Believe me, because I was around for it - when the prequels were new, Star Wars fanboards were mostly populated by millennials (because Zoomers were not around yet and Gen X and older hadn't really gravitated to those sorts of social forums in large numbers) and they generally fucking hated them. Only the youngest of the millennial contingent, who were still children at the time, seemed to look upon them with any degree of positivity, something that the Zoomers that came after them echoed. I noticed that opinions of the prequels started improving maybe 5-10 years ago, which is when the Zoomers who grew up with the prequels and saw them as children were old enough to opine on them.

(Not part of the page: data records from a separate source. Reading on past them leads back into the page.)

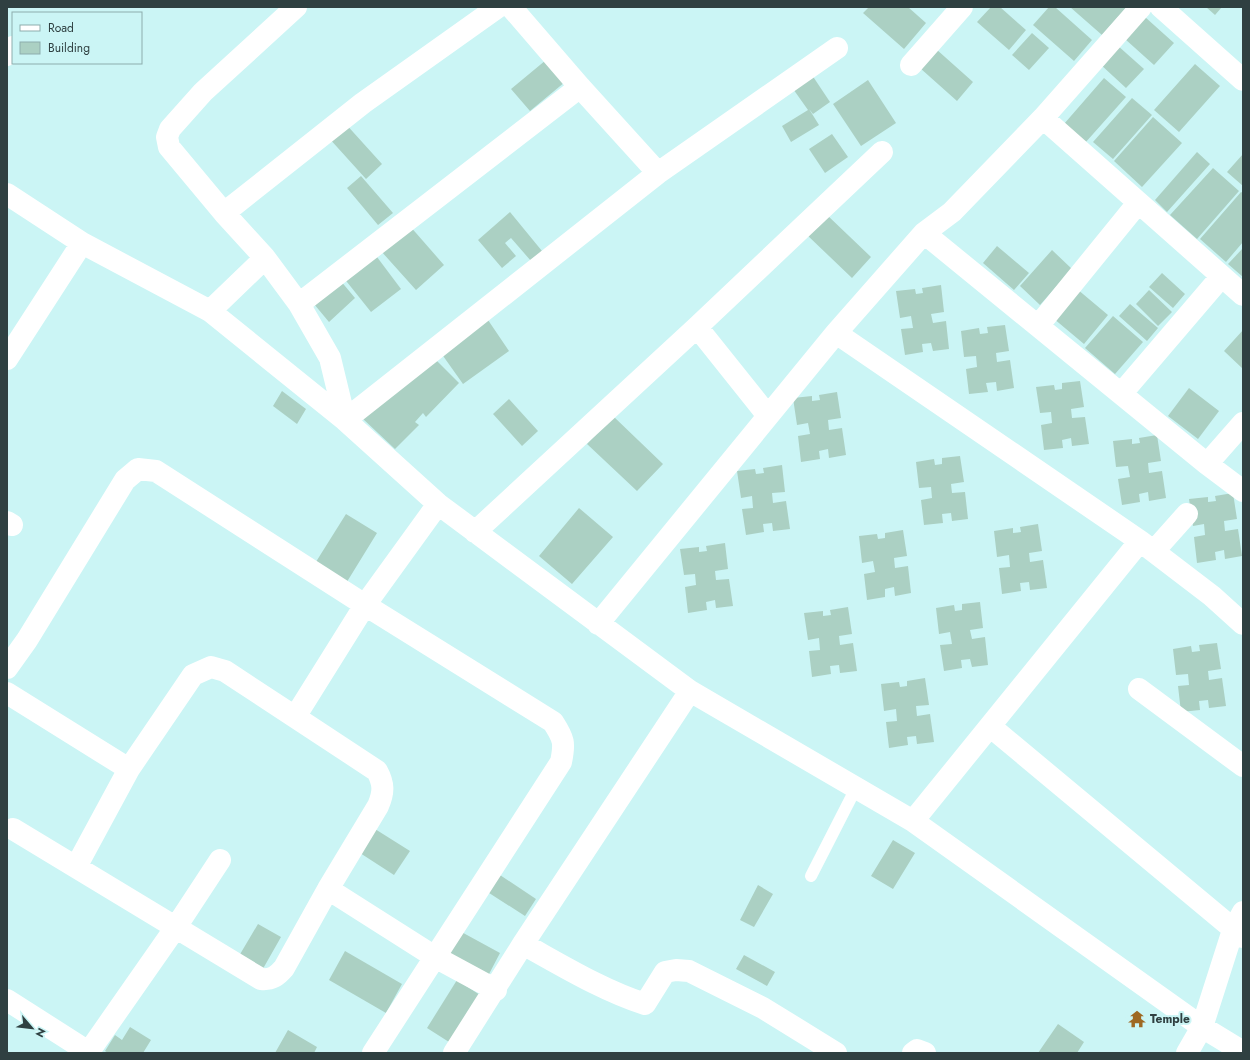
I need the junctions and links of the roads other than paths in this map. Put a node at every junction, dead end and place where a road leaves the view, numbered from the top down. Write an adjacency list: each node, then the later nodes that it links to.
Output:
1 (296, 7): 16 (street)
2 (498, 7): 16 (street)
3 (511, 7): 10 (street)
4 (962, 7): 8 (street)
5 (1141, 7): 11 (street)
6 (1163, 8): 9 (street)
7 (837, 48): 13 (street)
8 (911, 65)
9 (1243, 80)
10 (580, 87): 13 (street); 22 (street)
11 (1043, 118): 15 (street); 17 (street)
12 (882, 152): 25 (street)
13 (658, 173): 30 (street)
14 (7, 194): 18 (street)
15 (1138, 203): 20 (street); 24 (street)
16 (224, 212): 19 (street)
17 (924, 233): 24 (street); 26 (street)
18 (82, 243): 23 (street); 27 (street)
19 (265, 258): 22 (street); 23 (street)
20 (1221, 277): 21 (street); 28 (street)
21 (1243, 295)
22 (299, 304): 30 (street)
23 (210, 311): 30 (street)
24 (1038, 326): 28 (street)
25 (697, 327): 29 (street); 36 (street)
26 (836, 333): 29 (street); 37 (street)
27 (7, 360)
28 (1121, 394): 32 (street)
29 (768, 416): 39 (street)
30 (345, 420): 34 (street)
31 (1243, 423): 32 (street)
32 (1207, 464): 33 (street)
33 (1243, 491)
34 (438, 504): 36 (street); 38 (street)
35 (1187, 514): 37 (street)
36 (475, 532): 39 (street)
37 (1147, 546): 40 (street); 46 (street)
38 (365, 605): 41 (street); 45 (street); 59 (street)
39 (598, 624): 43 (street)
40 (1243, 624)
41 (7, 668)
42 (1139, 688): 47 (street)
43 (690, 691): 49 (street); 58 (street)
44 (7, 693): 48 (street)
45 (295, 717): 48 (street); 55 (street)
46 (991, 727): 50 (street); 56 (street)
47 (1243, 766)
48 (129, 769): 53 (street)
49 (856, 788): 50 (street); 54 (lane)
50 (914, 821): 62 (street)
51 (13, 829): 53 (street)
52 (220, 860): 57 (street)
53 (76, 868): 57 (street)
54 (811, 876)
55 (328, 889): 57 (street); 59 (street)
56 (1240, 926): 62 (street)
57 (176, 927): 64 (street)
58 (523, 944): 60 (street); 67 (street)
59 (435, 957): 60 (street); 65 (street)
60 (496, 990): 66 (street)
61 (7, 1000): 64 (street)
62 (1202, 1027): 63 (street); 70 (street)
63 (1243, 1052)
64 (89, 1053)
65 (373, 1053)
66 (454, 1053)
67 (836, 1053)
68 (913, 1053): 69 (street)
69 (925, 1053)
70 (1187, 1053)

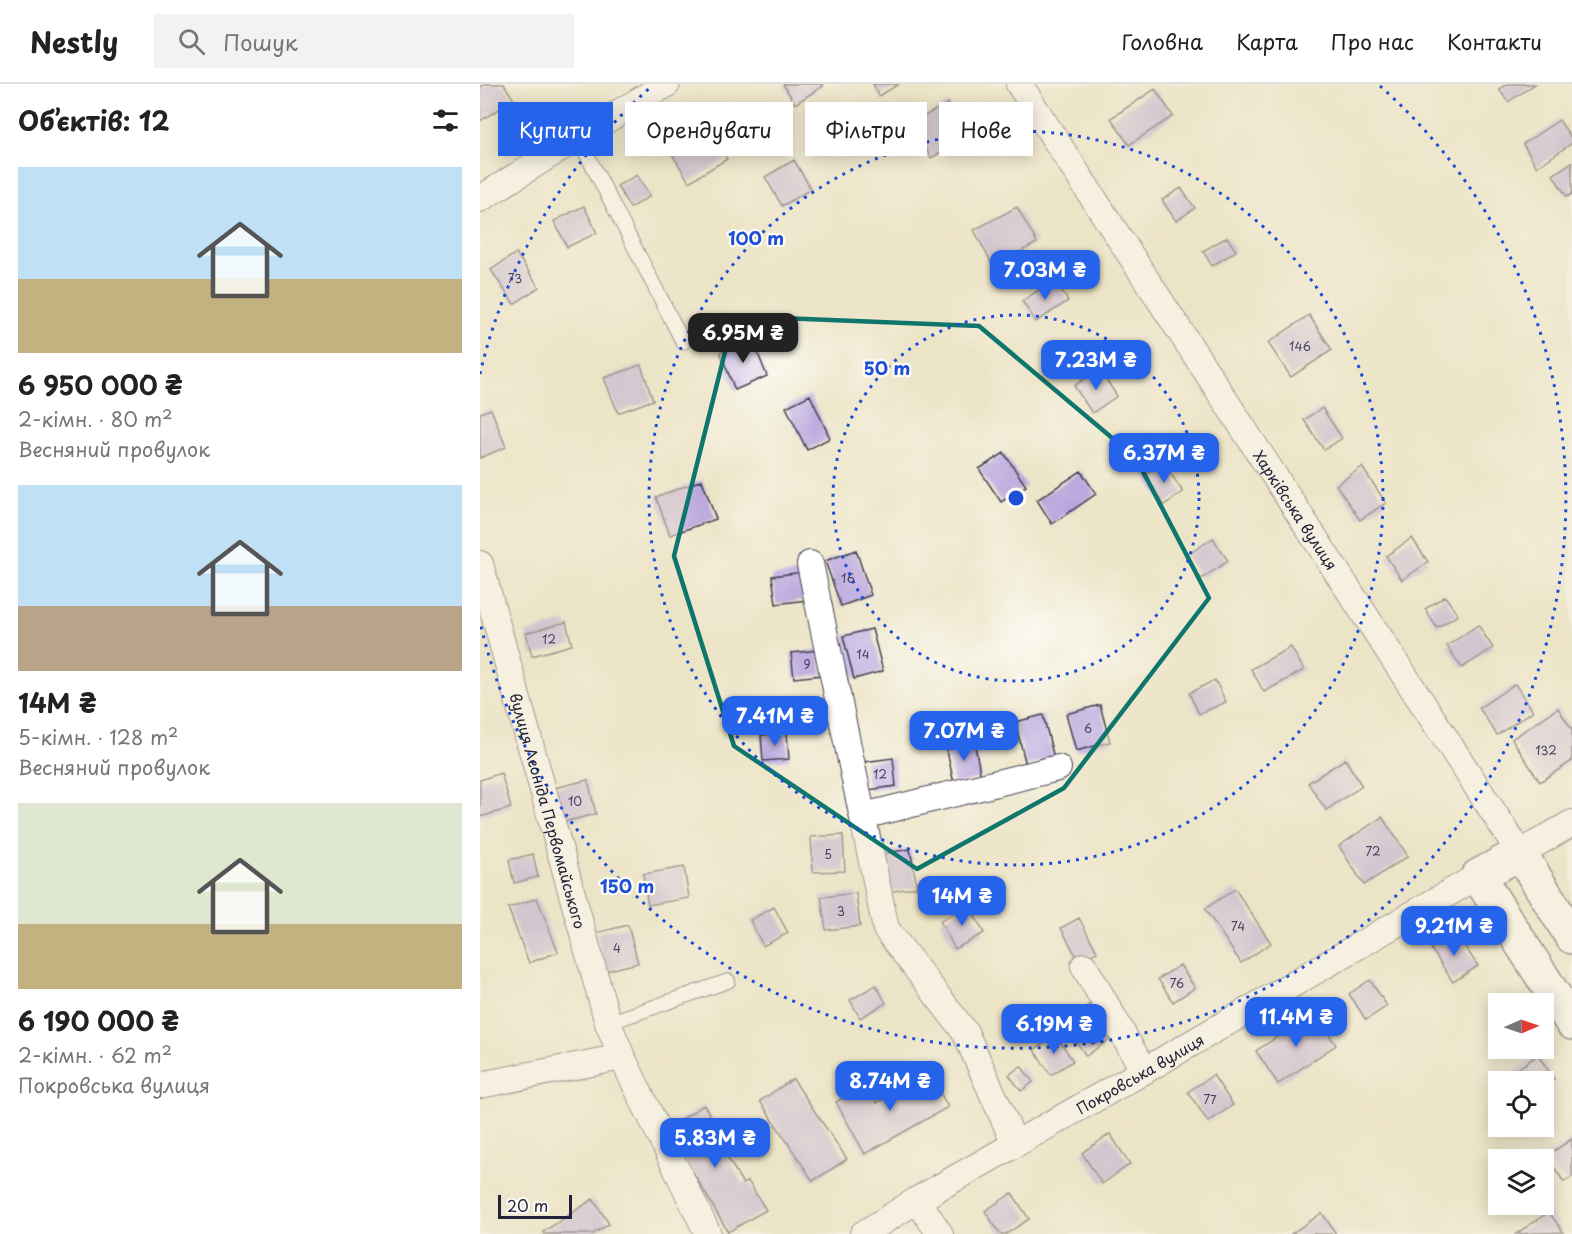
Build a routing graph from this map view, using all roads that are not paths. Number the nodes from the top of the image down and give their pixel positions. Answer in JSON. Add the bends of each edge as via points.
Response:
{"nodes":[{"id":1,"x":667,"y":84,"type":"edge"},
{"id":2,"x":1018,"y":84,"type":"edge"},
{"id":3,"x":613,"y":116,"type":"edge"},
{"id":4,"x":548,"y":156,"type":"edge"},
{"id":5,"x":588,"y":156,"type":"edge"},
{"id":6,"x":480,"y":199,"type":"edge"},
{"id":7,"x":683,"y":342,"type":"dead end"},
{"id":8,"x":480,"y":564,"type":"edge"},
{"id":9,"x":810,"y":564,"type":"dead end"},
{"id":10,"x":1058,"y":768,"type":"dead end"},
{"id":11,"x":863,"y":816,"type":"junction"},
{"id":12,"x":1572,"y":823,"type":"edge"},
{"id":13,"x":1520,"y":853,"type":"junction"},
{"id":14,"x":1478,"y":876,"type":"junction"},
{"id":15,"x":1572,"y":937,"type":"edge"},
{"id":16,"x":1084,"y":966,"type":"dead end"},
{"id":17,"x":728,"y":981,"type":"dead end"},
{"id":18,"x":608,"y":1023,"type":"junction"},
{"id":19,"x":1572,"y":1023,"type":"edge"},
{"id":20,"x":622,"y":1057,"type":"junction"},
{"id":21,"x":1144,"y":1071,"type":"junction"},
{"id":22,"x":480,"y":1085,"type":"edge"},
{"id":23,"x":1015,"y":1144,"type":"junction"},
{"id":24,"x":917,"y":1200,"type":"junction"},
{"id":25,"x":708,"y":1234,"type":"edge"},
{"id":26,"x":862,"y":1234,"type":"edge"},
{"id":27,"x":940,"y":1234,"type":"edge"}],
"edges":[{"from":1,"to":3,"type":"street"},
{"from":2,"to":13,"type":"street","name":"Харківська вулиця"},
{"from":4,"to":6,"type":"street"},
{"from":5,"to":7,"type":"lane"},
{"from":8,"to":18,"type":"street","name":"вулиця Леоніда Первомайського"},
{"from":9,"to":11,"type":"street"},
{"from":10,"to":11,"type":"street"},
{"from":11,"to":23,"type":"street","via":[[886,929],[965,1032]]},
{"from":12,"to":13,"type":"street","name":"Покровська вулиця"},
{"from":13,"to":14,"type":"street","name":"Покровська вулиця"},
{"from":13,"to":15,"type":"street","name":"Харківська вулиця"},
{"from":14,"to":19,"type":"street"},
{"from":14,"to":21,"type":"street","name":"Покровська вулиця"},
{"from":16,"to":21,"type":"street"},
{"from":17,"to":18,"type":"lane"},
{"from":18,"to":20,"type":"street","name":"вулиця Леоніда Первомайського"},
{"from":20,"to":22,"type":"street"},
{"from":20,"to":25,"type":"street","name":"вулиця Леоніда Первомайського"},
{"from":21,"to":23,"type":"street","name":"Покровська вулиця"},
{"from":23,"to":24,"type":"street","name":"Покровська вулиця"},
{"from":24,"to":26,"type":"street","name":"Покровська вулиця"},
{"from":24,"to":27,"type":"street"}]}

To the contrary, part of the problem was that he took himself *too* seriously. He started listening to his own propaganda and forgot that a good executive of any kind builds a team that can tell him when he's stepping out of line.

Whimsical subject matter like a bloated and corrupt bureaucracy collapsing into violent civil war that ultimately results in a fascist dictatorship coming to power and instigating a genocide against its political opponents?

You have an odd definition of the word "whimsical".

I don't disagree, the sequels (except for Episode VII, which was deliberately aping Lucas's style) certainly don't feel like Star Wars, but I would rather have something that doesn't feel like Star Wars but is still good (like Rogue One) than something that does feel like Star Wars but is terrible (like AotC).

Not every Star Wars movie is Lucasean. Not every Star Wars movie needs to be.

Well, if you *really* want to fix the prequel scripts, you do that by feeding them into a paper shredder and starting over. Yes, you could rip out the Jedi council, you could remove Qui-Gon, you could delete the entirety of Episode I and start over with a plot that focuses on the Clone Wars (which always should have been the case - it was ridiculous not to kick off the principle conflict of the trilogy until the end of the second movie, then conclude it less than half a movie later)... but at that point you're not really "fixing" the prequels, you're completely rewriting them.

My hypothetical was "how do you improve the movies the most while changing the least"?
okay, the internet message boards especially back then were a minority opinion. Most millennials like me (born in 1993) loved them.

I cant prove that George Lucas did not take the prequels too serious but it feels to me like he just wanted them to be fun movies.

whimsical as in space, lasers, aliens etc. I wasnt talking thematically.